Tim Cushing, a writer for Techdirt, says, “The NSA has never taken its evidentiary obligations seriously. The agency is supposed to inform the court and defendants if surveillance-derived evidence is being used against them. This just doesn’t happen,” he said. “The NSA encourages parallel construction to obscure the true source of evidence used in court cases.” The NSA, using programs such as “PRISM” and “STELLAR WIND” has the ability to harvest and analyze phone calls, emails, and all other digital metadata. PRISM obtains data from the large tech companies without the necessity of obtaining a warrant.

Thus, the FBI, without effective oversight by a court or any other government agency, is able to present information originally collected by the NSA and present it as its own, without revealing its provenance.

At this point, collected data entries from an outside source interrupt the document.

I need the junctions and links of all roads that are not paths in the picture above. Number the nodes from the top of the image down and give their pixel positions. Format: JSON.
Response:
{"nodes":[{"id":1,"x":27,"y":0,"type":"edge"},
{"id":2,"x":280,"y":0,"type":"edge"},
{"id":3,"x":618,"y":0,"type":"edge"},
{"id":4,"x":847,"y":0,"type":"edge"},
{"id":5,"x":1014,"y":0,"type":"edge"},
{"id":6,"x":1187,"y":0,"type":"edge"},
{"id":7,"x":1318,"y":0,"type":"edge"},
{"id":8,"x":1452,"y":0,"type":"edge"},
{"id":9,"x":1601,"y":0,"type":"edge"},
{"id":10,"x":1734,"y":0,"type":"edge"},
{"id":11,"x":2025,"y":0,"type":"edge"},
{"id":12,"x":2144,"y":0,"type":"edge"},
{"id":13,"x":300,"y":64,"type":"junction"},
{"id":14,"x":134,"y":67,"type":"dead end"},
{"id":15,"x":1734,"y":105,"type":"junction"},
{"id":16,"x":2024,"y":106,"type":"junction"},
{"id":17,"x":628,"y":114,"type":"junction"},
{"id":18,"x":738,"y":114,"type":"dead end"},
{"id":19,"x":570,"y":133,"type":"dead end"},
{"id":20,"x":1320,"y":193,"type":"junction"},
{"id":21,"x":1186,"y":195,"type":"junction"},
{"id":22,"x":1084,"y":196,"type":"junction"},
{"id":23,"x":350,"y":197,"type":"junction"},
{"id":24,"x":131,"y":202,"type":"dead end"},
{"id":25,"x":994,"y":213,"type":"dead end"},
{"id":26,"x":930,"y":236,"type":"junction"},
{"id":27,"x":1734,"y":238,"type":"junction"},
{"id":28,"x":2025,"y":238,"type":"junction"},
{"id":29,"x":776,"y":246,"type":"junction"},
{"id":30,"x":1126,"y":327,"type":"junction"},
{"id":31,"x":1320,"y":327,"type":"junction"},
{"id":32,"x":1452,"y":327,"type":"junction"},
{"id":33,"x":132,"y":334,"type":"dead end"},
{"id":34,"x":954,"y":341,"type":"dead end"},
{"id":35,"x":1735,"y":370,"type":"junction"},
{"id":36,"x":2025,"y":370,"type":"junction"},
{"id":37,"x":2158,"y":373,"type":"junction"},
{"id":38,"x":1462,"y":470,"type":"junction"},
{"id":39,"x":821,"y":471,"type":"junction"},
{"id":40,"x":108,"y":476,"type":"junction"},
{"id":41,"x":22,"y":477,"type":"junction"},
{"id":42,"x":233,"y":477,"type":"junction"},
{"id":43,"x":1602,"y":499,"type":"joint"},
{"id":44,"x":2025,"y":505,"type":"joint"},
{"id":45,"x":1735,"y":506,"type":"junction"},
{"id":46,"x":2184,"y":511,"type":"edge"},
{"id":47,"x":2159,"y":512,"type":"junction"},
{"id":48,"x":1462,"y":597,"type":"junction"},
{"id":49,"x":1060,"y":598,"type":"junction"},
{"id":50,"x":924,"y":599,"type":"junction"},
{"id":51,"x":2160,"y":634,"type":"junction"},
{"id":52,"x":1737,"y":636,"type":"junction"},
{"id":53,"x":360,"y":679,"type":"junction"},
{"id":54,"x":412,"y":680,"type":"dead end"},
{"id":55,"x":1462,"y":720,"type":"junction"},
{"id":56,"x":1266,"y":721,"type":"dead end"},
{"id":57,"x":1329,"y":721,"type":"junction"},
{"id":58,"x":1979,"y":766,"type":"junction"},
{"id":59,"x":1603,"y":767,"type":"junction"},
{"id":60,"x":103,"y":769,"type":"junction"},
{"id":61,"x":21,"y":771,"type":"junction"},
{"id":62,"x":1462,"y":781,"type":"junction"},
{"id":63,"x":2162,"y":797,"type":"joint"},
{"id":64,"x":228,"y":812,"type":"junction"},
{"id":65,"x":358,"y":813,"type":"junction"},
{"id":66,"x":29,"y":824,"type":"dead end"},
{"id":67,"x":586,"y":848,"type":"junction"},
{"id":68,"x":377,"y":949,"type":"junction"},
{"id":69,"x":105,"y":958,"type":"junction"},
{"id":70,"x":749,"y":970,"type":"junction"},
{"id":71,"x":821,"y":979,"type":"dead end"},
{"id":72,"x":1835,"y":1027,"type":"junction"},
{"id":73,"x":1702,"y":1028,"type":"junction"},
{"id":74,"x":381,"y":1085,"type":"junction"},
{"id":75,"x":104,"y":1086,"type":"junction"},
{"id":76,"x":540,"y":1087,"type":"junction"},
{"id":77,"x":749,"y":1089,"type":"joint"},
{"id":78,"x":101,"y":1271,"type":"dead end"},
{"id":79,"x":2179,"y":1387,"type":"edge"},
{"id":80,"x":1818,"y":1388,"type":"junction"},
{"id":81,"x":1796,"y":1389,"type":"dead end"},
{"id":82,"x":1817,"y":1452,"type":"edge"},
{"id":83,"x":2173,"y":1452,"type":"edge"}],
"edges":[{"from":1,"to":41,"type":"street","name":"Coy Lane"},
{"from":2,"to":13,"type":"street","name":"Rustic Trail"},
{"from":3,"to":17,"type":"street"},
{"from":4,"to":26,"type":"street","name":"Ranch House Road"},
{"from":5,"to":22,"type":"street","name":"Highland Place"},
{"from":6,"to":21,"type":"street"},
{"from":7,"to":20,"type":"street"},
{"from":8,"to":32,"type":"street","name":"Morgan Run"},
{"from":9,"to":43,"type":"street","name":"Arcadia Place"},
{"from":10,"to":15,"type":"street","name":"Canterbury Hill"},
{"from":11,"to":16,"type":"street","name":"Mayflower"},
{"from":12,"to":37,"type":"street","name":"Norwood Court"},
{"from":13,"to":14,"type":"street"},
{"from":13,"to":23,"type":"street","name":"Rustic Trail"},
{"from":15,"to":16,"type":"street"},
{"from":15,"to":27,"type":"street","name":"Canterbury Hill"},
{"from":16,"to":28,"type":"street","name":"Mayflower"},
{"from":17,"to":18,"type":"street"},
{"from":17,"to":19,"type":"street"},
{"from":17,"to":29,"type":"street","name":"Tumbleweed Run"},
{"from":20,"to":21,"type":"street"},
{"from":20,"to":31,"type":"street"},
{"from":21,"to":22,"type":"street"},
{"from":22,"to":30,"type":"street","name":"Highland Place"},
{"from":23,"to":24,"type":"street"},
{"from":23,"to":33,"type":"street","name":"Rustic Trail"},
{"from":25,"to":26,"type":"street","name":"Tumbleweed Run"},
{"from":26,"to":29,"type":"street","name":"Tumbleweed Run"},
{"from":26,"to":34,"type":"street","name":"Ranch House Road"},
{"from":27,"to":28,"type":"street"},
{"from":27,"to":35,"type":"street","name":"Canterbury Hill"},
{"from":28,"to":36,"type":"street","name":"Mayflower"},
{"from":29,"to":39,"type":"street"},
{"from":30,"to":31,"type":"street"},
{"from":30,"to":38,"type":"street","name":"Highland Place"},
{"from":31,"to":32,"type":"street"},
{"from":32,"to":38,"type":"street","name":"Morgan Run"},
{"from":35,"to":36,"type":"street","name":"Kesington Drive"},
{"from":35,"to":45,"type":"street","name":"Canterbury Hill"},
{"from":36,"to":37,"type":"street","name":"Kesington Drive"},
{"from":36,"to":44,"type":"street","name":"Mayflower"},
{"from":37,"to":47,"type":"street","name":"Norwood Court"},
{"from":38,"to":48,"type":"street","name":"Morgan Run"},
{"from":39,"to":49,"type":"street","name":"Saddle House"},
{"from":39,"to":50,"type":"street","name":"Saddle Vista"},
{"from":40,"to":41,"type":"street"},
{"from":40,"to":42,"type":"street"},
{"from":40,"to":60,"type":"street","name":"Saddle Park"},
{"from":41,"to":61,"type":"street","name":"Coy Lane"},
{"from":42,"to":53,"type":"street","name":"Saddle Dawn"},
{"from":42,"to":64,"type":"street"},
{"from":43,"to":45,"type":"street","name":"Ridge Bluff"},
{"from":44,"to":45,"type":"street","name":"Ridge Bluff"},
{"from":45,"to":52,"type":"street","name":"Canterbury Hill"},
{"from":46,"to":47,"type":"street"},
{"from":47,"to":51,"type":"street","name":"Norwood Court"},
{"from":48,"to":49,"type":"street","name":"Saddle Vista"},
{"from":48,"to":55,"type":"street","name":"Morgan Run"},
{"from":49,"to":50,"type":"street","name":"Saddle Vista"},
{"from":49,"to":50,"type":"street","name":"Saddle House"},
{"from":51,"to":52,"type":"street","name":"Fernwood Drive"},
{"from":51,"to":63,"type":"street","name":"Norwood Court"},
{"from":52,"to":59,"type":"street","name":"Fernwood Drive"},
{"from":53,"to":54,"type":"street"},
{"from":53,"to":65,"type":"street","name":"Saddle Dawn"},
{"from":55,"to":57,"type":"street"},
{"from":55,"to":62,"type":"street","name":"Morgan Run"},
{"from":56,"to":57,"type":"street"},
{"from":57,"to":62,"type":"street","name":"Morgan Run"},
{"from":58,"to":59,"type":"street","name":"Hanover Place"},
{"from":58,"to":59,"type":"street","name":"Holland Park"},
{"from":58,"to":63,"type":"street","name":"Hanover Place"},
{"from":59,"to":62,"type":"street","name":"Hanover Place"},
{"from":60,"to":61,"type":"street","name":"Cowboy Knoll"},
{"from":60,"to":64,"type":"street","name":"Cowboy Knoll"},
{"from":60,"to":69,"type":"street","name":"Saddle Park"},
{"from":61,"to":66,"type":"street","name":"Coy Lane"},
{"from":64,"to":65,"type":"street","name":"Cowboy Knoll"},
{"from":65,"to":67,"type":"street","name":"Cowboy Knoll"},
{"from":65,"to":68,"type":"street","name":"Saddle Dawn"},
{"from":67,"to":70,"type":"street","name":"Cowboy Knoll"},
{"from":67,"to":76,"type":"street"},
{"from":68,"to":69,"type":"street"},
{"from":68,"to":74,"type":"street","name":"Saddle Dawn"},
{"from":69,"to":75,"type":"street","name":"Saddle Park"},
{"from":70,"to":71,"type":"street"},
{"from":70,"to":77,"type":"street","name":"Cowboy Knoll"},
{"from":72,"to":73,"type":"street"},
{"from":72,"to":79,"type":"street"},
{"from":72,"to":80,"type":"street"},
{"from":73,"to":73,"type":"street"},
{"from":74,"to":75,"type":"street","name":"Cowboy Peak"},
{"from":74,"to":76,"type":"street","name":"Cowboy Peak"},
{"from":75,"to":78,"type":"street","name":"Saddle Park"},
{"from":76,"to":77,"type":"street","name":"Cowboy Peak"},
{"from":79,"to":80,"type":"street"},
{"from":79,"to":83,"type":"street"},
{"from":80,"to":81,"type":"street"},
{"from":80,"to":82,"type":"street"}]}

The NSA’s opacity is legendary. In fact, for decades its very existence was denied by the federal government. Nonetheless, it was always supposed to hand over this information. According to journalist Patrick Toomey, “Up until 2013, no criminal defendant received notice of Section 702 surveillance, even though notice is required by statute. Then, after … the New York Times [reported] that the Justice Department had misled the Supreme Court and was evading its notice obligations, the government issued five such notices in criminal cases between October 2013 and April 2014. After that, the notices stopped—and for the last 20 months, crickets.”

Although it appears that most of the individuals affected by these discovery violations were terrorism suspects, including the infamous case of an Uzbekistani suspect, Azlidden Kurbanov, the opportunities for abuse of the NSA programs are more than just theoretical, especially when the government agencies collecting and using the data generally fail to disclose its existence.

Clearly, there is work to be done by defense attorneys, Congress, and the courts to rein in these surveillance abuses, to improve accountability and compliance with Brady, and to ensure that constitutional protections survive their interaction with invasive and highly secretive surveillance techniques.